To complete the story above, we like to point out that the album was also issued (in 1972) in France too, this time by Kingdom label itself (cat. KV 6002). As far as the other musicians mentioned above, as already said Chris Cutler joined Henry Cow in 1972, continued with Art Bears, Pere Ubu and is still involved today in countless musical projects. Michael Gregory, after some time spent in rock revival circuit, with Heinz, Jess Conrad, Big John's (Goodison) Rock'n'roll Circus, and with Greyhound as well, established himself as the "other" (besides Dave Mattacks and Gerry Conway, of course!) folk-rock drummer, playing with Ashley Hutchings, Shirley Collins, Albion Band, Home Service, Jay Turner, and today is gigging and recording with Ric Sanders and Vo Fletcher and recently issued a new with his new GREENHOUSE BAND. Both Gregory and Durant collaborated also in Simon Boswell's The Mind Parasites (Transatlantic, 1976), an interesting Al Stewart-like project of this musician, nowadays best known for his soundtrack work. About Michael Day, we only found a participation in "Pale Horse", the only offer by Dave Carlsen (Spark, 1973). Vanessa Hall-Smith has been for many years a renowned lawyer specialised also in musical legal rights, but now is working with the British Institute in Italy. David Hitchcock, besides Caravan, Camel, Genesis, Marillion, Pink Fairies, Curved Air, Nazareth, produced other less famous, but intriguing and now collectable, little bands like Mellow Candle, Aardvark, Jan Dukes De Gray, Walrus and Mother Nature. We also like to report that to Anne Marie Anderson, author of the enchanting cover portrait, we owe the beautiful artwork for Caravan's In The Land Of Grey And Pink too. Bob Chudley, at last, after having worked now and then with Cutler, continued to write songs without finding a publisher, giving up writing around '76 in coincidence with his marriage. Luckily, some of his songs were recorded with the help of Tony Durant and should be included in a forthcoming CD, which will also collect some very interesting unreleased Fuchsia demos and of course the Mahagonny tracks.

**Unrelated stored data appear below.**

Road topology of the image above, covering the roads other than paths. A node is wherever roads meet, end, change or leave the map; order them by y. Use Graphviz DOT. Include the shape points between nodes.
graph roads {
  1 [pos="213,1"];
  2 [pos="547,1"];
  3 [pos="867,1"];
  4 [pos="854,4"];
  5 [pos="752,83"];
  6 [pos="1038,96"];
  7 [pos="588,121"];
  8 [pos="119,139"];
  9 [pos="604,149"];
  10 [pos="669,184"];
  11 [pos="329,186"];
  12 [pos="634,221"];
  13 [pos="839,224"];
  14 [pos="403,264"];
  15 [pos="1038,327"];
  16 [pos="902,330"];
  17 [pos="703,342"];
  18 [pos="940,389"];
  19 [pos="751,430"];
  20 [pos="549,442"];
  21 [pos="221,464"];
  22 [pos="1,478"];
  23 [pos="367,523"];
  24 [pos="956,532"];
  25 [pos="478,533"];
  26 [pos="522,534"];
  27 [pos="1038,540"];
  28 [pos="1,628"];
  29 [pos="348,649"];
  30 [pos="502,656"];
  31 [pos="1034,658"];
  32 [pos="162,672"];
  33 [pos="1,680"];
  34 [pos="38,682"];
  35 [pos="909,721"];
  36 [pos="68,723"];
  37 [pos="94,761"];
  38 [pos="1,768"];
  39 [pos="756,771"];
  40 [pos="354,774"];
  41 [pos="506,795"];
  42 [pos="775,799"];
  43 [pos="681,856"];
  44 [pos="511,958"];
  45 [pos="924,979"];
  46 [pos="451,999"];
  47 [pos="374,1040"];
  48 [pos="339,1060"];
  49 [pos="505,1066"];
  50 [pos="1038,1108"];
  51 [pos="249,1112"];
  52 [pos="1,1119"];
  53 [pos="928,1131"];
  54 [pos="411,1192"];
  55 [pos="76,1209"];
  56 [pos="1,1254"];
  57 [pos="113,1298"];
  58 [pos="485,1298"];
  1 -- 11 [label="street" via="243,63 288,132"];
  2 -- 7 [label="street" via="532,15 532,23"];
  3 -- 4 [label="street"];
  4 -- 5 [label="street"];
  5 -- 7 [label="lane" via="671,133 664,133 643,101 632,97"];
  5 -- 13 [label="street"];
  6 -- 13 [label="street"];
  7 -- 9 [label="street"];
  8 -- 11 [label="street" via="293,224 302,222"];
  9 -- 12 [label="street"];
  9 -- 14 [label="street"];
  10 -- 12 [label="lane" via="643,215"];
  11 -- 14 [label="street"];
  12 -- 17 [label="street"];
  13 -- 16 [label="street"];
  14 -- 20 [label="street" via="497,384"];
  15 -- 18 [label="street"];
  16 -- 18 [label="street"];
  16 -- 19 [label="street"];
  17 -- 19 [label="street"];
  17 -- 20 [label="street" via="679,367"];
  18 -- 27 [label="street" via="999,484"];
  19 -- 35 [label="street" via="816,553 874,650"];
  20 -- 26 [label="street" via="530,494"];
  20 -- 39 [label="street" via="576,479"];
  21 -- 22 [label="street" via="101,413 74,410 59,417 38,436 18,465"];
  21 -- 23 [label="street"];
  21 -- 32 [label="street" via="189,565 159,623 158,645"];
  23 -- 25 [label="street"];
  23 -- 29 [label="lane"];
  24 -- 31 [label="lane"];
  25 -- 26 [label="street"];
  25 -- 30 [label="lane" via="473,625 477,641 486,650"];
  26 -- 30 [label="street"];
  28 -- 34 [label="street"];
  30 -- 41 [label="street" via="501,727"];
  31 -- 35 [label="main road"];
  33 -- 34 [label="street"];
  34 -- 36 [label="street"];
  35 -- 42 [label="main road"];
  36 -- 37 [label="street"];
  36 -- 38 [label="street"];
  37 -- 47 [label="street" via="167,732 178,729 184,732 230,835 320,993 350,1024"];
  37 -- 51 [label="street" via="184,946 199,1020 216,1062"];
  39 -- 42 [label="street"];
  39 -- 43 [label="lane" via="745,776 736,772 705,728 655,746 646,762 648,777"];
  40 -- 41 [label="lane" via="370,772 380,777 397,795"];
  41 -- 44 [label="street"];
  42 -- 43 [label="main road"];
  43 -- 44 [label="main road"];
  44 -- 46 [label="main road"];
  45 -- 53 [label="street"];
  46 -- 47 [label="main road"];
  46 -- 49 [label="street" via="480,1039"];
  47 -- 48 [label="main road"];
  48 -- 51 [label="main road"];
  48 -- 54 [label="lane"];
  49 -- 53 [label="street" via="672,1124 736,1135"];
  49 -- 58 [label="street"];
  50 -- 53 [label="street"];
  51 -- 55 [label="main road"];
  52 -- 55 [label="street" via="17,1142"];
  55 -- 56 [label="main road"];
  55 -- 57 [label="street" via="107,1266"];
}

At last, we want to add that Fuchsia owed their name to the excellent Mervyn Peake's book Titus Groan. Other bands got their names off this highly recommended novel, in primis Titus Groan of course (whose lone album on Dawn label was mostly inspired by that book too, as stated by tracks like "Hall Of Bright Carvings", "The Burning" and a mispressed "Fuschia"). More obscure groups were Steerpike in 1969 and Gormenghast between 1969 and 1971; Al Stewart wrote his thanks to Peake in his 1970 "Zero She Flies" cover notes, Strawbs wrote "Lady Fuschia" (sigh!) in 1972, Third Ear Band recorded "Groan's Dance" for BBC in 1972 and Fruup had a track called "Gormenghast" in their last album, 1975. But we are sure there are many more, right?